* [Problem to solve] Check each line of the records below for the word "Dois" and copy those where it appears.

* [Source data]
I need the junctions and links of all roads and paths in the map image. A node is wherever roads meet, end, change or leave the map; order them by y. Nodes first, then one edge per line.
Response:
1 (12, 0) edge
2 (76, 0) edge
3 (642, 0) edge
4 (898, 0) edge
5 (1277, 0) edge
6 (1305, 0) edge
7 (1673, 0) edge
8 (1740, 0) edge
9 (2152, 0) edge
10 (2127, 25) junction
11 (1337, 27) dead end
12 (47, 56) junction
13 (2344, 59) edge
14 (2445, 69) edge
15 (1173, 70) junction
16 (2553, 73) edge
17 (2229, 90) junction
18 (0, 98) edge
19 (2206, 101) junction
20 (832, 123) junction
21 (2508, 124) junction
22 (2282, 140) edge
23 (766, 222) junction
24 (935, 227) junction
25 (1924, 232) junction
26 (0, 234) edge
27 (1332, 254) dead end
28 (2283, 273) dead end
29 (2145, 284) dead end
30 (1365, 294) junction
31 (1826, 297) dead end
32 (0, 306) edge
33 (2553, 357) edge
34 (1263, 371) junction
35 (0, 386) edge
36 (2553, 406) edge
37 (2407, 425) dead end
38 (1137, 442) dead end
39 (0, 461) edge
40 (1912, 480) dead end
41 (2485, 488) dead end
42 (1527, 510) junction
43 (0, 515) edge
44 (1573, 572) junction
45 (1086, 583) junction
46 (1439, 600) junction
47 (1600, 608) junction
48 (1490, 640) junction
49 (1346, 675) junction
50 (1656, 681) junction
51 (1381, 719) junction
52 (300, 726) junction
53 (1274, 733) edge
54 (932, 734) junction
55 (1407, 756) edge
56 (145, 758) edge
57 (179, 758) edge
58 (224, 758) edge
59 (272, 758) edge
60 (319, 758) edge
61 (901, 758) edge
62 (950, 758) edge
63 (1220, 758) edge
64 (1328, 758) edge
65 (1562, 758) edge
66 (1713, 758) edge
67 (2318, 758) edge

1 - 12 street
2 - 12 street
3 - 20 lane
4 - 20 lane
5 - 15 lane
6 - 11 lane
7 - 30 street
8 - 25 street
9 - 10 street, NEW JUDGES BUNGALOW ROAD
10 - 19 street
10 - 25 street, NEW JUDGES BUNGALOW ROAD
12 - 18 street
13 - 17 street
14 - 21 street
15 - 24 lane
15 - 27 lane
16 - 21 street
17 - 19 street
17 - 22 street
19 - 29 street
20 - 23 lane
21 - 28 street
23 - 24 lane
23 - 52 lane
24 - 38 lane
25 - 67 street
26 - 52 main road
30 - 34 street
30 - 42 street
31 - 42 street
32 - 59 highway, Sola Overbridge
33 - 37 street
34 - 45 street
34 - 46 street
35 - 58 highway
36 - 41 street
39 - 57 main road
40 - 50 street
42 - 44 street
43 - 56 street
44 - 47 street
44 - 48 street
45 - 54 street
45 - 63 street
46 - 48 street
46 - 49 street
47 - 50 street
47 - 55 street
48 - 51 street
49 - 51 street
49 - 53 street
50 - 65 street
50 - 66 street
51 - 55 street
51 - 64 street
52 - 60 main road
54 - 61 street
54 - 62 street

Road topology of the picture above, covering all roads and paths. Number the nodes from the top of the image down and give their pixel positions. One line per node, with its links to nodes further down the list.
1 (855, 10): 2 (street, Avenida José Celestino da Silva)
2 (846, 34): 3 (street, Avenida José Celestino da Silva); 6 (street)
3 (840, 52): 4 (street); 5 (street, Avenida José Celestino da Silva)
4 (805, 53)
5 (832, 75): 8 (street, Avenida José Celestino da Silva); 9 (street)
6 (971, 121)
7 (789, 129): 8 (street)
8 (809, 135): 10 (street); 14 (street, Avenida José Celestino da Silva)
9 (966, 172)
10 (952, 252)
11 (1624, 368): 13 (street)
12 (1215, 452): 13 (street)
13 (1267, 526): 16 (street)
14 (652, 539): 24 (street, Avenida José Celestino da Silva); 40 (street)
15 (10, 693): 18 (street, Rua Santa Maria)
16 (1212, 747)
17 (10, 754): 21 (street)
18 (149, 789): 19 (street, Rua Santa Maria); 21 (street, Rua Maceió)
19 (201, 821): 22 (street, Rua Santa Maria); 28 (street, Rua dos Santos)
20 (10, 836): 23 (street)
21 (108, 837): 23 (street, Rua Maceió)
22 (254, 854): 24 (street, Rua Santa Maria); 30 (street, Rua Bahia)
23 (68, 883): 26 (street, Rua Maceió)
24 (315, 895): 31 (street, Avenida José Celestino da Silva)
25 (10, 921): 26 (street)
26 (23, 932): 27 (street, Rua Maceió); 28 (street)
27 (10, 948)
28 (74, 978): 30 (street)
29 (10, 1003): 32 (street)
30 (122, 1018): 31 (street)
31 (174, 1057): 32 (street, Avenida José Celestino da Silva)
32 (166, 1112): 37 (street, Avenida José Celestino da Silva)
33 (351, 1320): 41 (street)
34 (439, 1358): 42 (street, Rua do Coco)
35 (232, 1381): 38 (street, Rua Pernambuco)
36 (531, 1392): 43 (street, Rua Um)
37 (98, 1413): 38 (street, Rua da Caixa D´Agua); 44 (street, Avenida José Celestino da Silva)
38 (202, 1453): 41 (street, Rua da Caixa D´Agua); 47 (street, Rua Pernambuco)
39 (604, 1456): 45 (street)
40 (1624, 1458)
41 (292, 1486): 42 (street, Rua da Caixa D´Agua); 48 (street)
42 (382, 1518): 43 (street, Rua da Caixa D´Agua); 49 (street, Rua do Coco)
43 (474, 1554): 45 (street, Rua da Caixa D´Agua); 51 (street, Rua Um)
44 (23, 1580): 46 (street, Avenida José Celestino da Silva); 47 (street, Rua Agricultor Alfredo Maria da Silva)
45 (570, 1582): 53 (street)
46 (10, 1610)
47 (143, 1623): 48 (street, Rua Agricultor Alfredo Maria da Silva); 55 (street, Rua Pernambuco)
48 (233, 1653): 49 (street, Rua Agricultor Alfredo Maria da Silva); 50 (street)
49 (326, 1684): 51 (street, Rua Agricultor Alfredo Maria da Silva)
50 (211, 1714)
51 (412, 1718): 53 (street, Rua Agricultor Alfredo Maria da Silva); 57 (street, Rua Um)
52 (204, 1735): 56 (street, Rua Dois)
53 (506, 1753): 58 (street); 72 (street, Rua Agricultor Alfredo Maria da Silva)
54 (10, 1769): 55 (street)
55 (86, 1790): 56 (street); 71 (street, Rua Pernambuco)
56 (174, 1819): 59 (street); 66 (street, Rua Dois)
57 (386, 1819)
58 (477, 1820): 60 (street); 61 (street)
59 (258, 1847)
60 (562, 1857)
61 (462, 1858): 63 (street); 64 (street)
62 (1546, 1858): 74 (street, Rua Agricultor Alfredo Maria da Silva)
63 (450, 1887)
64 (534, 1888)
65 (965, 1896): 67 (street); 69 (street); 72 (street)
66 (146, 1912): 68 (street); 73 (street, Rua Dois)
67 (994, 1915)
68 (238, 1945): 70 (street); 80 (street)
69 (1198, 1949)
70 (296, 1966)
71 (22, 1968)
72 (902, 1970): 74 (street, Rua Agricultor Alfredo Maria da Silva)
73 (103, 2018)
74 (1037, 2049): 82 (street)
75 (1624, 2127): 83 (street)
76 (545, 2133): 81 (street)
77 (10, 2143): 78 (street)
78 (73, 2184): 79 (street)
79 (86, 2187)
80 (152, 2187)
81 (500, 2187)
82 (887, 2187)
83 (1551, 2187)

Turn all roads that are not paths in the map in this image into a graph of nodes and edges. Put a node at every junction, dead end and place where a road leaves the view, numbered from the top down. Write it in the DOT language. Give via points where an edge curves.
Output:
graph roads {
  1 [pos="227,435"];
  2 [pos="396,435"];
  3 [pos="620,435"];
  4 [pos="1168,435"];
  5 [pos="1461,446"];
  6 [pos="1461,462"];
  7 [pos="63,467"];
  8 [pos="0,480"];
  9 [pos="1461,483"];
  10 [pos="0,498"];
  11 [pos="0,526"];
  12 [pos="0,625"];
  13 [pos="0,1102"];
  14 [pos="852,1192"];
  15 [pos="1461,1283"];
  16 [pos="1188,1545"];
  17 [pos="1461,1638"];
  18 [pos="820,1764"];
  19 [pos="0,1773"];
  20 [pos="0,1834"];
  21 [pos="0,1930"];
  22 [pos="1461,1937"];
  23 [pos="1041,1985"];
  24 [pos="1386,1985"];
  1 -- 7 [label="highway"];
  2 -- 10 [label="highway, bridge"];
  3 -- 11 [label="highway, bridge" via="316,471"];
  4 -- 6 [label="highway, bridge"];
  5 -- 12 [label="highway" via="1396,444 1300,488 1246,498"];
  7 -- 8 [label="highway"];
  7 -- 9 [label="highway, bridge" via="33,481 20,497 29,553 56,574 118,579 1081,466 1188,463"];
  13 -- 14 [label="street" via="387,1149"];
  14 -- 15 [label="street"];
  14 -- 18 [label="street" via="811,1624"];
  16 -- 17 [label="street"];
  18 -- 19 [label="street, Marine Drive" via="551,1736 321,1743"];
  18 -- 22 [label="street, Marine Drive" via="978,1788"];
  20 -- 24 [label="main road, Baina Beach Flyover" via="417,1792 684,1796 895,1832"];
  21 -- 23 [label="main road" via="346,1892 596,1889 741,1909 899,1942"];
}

* [Final answer]
52 (204, 1735): 56 (street, Rua Dois)
56 (174, 1819): 59 (street); 66 (street, Rua Dois)
66 (146, 1912): 68 (street); 73 (street, Rua Dois)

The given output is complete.